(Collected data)
━━━━

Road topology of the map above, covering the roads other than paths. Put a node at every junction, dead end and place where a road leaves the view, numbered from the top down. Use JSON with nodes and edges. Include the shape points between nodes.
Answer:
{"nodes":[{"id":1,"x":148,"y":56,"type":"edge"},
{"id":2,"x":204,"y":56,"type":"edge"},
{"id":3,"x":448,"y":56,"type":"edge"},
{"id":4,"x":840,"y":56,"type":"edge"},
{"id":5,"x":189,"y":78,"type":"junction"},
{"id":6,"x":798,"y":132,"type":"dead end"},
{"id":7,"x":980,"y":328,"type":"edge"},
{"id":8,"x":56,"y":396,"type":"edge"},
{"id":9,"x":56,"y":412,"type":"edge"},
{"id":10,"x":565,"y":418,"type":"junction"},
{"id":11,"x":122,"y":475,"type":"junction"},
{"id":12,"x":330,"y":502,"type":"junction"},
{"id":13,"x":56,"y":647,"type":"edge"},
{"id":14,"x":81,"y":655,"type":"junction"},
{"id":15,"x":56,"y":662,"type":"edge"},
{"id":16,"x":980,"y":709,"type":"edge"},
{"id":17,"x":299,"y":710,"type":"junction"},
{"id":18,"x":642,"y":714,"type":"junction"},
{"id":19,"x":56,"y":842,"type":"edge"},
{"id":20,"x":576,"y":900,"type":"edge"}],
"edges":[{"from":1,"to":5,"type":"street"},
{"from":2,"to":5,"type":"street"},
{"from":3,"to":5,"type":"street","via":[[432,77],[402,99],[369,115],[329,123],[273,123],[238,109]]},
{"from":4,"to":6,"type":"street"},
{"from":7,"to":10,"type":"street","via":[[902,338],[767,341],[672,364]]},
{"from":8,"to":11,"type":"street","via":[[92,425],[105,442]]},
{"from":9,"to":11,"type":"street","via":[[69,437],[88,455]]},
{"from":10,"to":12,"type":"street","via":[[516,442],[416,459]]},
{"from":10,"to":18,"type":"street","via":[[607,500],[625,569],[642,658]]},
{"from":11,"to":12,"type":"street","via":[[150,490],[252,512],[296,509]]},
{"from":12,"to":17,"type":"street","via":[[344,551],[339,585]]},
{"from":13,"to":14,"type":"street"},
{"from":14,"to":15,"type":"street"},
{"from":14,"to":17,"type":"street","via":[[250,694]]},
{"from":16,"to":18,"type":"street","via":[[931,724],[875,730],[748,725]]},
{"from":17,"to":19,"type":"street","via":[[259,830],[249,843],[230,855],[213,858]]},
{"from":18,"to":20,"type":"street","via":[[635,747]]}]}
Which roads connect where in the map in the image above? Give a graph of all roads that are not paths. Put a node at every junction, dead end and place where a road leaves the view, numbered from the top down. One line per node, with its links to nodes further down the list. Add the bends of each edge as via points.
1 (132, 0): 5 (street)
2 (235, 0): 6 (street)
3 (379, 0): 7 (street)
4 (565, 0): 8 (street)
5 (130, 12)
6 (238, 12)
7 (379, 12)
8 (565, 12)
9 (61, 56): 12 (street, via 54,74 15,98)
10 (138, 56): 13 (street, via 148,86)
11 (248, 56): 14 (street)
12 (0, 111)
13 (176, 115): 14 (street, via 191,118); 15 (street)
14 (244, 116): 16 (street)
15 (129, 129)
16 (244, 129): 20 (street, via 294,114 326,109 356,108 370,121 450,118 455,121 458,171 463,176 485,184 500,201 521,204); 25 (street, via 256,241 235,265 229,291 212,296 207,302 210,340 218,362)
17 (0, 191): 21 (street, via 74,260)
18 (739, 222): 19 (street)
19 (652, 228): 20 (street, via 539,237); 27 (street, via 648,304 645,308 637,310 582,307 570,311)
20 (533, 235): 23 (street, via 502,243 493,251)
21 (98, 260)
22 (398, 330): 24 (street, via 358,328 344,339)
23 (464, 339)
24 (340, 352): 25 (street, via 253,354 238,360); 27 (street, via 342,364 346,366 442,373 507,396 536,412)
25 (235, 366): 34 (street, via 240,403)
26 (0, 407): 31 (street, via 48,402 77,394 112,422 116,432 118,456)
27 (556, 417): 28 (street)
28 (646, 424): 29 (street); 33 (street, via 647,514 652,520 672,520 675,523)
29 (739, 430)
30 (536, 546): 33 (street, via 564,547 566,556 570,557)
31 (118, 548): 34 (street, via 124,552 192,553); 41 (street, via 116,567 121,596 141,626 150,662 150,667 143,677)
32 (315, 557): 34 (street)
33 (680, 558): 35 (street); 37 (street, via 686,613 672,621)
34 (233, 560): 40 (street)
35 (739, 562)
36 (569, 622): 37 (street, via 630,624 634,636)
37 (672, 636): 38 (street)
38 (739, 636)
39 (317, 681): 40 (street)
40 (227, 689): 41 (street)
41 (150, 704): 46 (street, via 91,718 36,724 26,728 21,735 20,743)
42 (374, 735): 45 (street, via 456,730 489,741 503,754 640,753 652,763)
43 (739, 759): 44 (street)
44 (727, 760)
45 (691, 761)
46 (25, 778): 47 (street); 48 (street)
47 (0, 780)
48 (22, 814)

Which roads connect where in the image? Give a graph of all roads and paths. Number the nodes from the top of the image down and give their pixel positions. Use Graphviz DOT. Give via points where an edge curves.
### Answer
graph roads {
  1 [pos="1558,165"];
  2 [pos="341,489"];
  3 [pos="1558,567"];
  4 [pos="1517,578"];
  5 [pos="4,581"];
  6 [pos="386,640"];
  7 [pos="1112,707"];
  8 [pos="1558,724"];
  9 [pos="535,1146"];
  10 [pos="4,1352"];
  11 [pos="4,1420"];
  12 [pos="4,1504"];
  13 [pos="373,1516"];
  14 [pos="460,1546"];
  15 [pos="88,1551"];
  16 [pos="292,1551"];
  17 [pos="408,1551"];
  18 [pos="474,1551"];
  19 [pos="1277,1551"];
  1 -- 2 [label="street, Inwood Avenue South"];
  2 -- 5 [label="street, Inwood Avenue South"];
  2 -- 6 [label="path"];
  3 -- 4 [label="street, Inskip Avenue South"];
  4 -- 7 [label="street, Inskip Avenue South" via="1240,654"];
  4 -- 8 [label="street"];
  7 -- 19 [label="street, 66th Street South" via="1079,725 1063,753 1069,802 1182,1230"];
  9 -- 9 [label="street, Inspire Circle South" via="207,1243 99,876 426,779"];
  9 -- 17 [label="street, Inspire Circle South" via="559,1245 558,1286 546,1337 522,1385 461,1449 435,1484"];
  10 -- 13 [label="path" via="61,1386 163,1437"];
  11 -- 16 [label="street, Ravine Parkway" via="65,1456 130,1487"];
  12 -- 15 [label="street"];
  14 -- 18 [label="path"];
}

━━━━

TASK GOAL: Write out the data once more, word for word.

RESPONSE FOR THIS EXERCISE:
Road topology of the map above, covering the roads other than paths. Put a node at every junction, dead end and place where a road leaves the view, numbered from the top down. Use JSON with nodes and edges. Include the shape points between nodes.
Answer:
{"nodes":[{"id":1,"x":148,"y":56,"type":"edge"},
{"id":2,"x":204,"y":56,"type":"edge"},
{"id":3,"x":448,"y":56,"type":"edge"},
{"id":4,"x":840,"y":56,"type":"edge"},
{"id":5,"x":189,"y":78,"type":"junction"},
{"id":6,"x":798,"y":132,"type":"dead end"},
{"id":7,"x":980,"y":328,"type":"edge"},
{"id":8,"x":56,"y":396,"type":"edge"},
{"id":9,"x":56,"y":412,"type":"edge"},
{"id":10,"x":565,"y":418,"type":"junction"},
{"id":11,"x":122,"y":475,"type":"junction"},
{"id":12,"x":330,"y":502,"type":"junction"},
{"id":13,"x":56,"y":647,"type":"edge"},
{"id":14,"x":81,"y":655,"type":"junction"},
{"id":15,"x":56,"y":662,"type":"edge"},
{"id":16,"x":980,"y":709,"type":"edge"},
{"id":17,"x":299,"y":710,"type":"junction"},
{"id":18,"x":642,"y":714,"type":"junction"},
{"id":19,"x":56,"y":842,"type":"edge"},
{"id":20,"x":576,"y":900,"type":"edge"}],
"edges":[{"from":1,"to":5,"type":"street"},
{"from":2,"to":5,"type":"street"},
{"from":3,"to":5,"type":"street","via":[[432,77],[402,99],[369,115],[329,123],[273,123],[238,109]]},
{"from":4,"to":6,"type":"street"},
{"from":7,"to":10,"type":"street","via":[[902,338],[767,341],[672,364]]},
{"from":8,"to":11,"type":"street","via":[[92,425],[105,442]]},
{"from":9,"to":11,"type":"street","via":[[69,437],[88,455]]},
{"from":10,"to":12,"type":"street","via":[[516,442],[416,459]]},
{"from":10,"to":18,"type":"street","via":[[607,500],[625,569],[642,658]]},
{"from":11,"to":12,"type":"street","via":[[150,490],[252,512],[296,509]]},
{"from":12,"to":17,"type":"street","via":[[344,551],[339,585]]},
{"from":13,"to":14,"type":"street"},
{"from":14,"to":15,"type":"street"},
{"from":14,"to":17,"type":"street","via":[[250,694]]},
{"from":16,"to":18,"type":"street","via":[[931,724],[875,730],[748,725]]},
{"from":17,"to":19,"type":"street","via":[[259,830],[249,843],[230,855],[213,858]]},
{"from":18,"to":20,"type":"street","via":[[635,747]]}]}
Which roads connect where in the map in the image above? Give a graph of all roads that are not paths. Put a node at every junction, dead end and place where a road leaves the view, numbered from the top down. One line per node, with its links to nodes further down the list. Add the bends of each edge as via points.
1 (132, 0): 5 (street)
2 (235, 0): 6 (street)
3 (379, 0): 7 (street)
4 (565, 0): 8 (street)
5 (130, 12)
6 (238, 12)
7 (379, 12)
8 (565, 12)
9 (61, 56): 12 (street, via 54,74 15,98)
10 (138, 56): 13 (street, via 148,86)
11 (248, 56): 14 (street)
12 (0, 111)
13 (176, 115): 14 (street, via 191,118); 15 (street)
14 (244, 116): 16 (street)
15 (129, 129)
16 (244, 129): 20 (street, via 294,114 326,109 356,108 370,121 450,118 455,121 458,171 463,176 485,184 500,201 521,204); 25 (street, via 256,241 235,265 229,291 212,296 207,302 210,340 218,362)
17 (0, 191): 21 (street, via 74,260)
18 (739, 222): 19 (street)
19 (652, 228): 20 (street, via 539,237); 27 (street, via 648,304 645,308 637,310 582,307 570,311)
20 (533, 235): 23 (street, via 502,243 493,251)
21 (98, 260)
22 (398, 330): 24 (street, via 358,328 344,339)
23 (464, 339)
24 (340, 352): 25 (street, via 253,354 238,360); 27 (street, via 342,364 346,366 442,373 507,396 536,412)
25 (235, 366): 34 (street, via 240,403)
26 (0, 407): 31 (street, via 48,402 77,394 112,422 116,432 118,456)
27 (556, 417): 28 (street)
28 (646, 424): 29 (street); 33 (street, via 647,514 652,520 672,520 675,523)
29 (739, 430)
30 (536, 546): 33 (street, via 564,547 566,556 570,557)
31 (118, 548): 34 (street, via 124,552 192,553); 41 (street, via 116,567 121,596 141,626 150,662 150,667 143,677)
32 (315, 557): 34 (street)
33 (680, 558): 35 (street); 37 (street, via 686,613 672,621)
34 (233, 560): 40 (street)
35 (739, 562)
36 (569, 622): 37 (street, via 630,624 634,636)
37 (672, 636): 38 (street)
38 (739, 636)
39 (317, 681): 40 (street)
40 (227, 689): 41 (street)
41 (150, 704): 46 (street, via 91,718 36,724 26,728 21,735 20,743)
42 (374, 735): 45 (street, via 456,730 489,741 503,754 640,753 652,763)
43 (739, 759): 44 (street)
44 (727, 760)
45 (691, 761)
46 (25, 778): 47 (street); 48 (street)
47 (0, 780)
48 (22, 814)

Which roads connect where in the image? Give a graph of all roads and paths. Number the nodes from the top of the image down and give their pixel positions. Use Graphviz DOT. Give via points where an edge curves.
### Answer
graph roads {
  1 [pos="1558,165"];
  2 [pos="341,489"];
  3 [pos="1558,567"];
  4 [pos="1517,578"];
  5 [pos="4,581"];
  6 [pos="386,640"];
  7 [pos="1112,707"];
  8 [pos="1558,724"];
  9 [pos="535,1146"];
  10 [pos="4,1352"];
  11 [pos="4,1420"];
  12 [pos="4,1504"];
  13 [pos="373,1516"];
  14 [pos="460,1546"];
  15 [pos="88,1551"];
  16 [pos="292,1551"];
  17 [pos="408,1551"];
  18 [pos="474,1551"];
  19 [pos="1277,1551"];
  1 -- 2 [label="street, Inwood Avenue South"];
  2 -- 5 [label="street, Inwood Avenue South"];
  2 -- 6 [label="path"];
  3 -- 4 [label="street, Inskip Avenue South"];
  4 -- 7 [label="street, Inskip Avenue South" via="1240,654"];
  4 -- 8 [label="street"];
  7 -- 19 [label="street, 66th Street South" via="1079,725 1063,753 1069,802 1182,1230"];
  9 -- 9 [label="street, Inspire Circle South" via="207,1243 99,876 426,779"];
  9 -- 17 [label="street, Inspire Circle South" via="559,1245 558,1286 546,1337 522,1385 461,1449 435,1484"];
  10 -- 13 [label="path" via="61,1386 163,1437"];
  11 -- 16 [label="street, Ravine Parkway" via="65,1456 130,1487"];
  12 -- 15 [label="street"];
  14 -- 18 [label="path"];
}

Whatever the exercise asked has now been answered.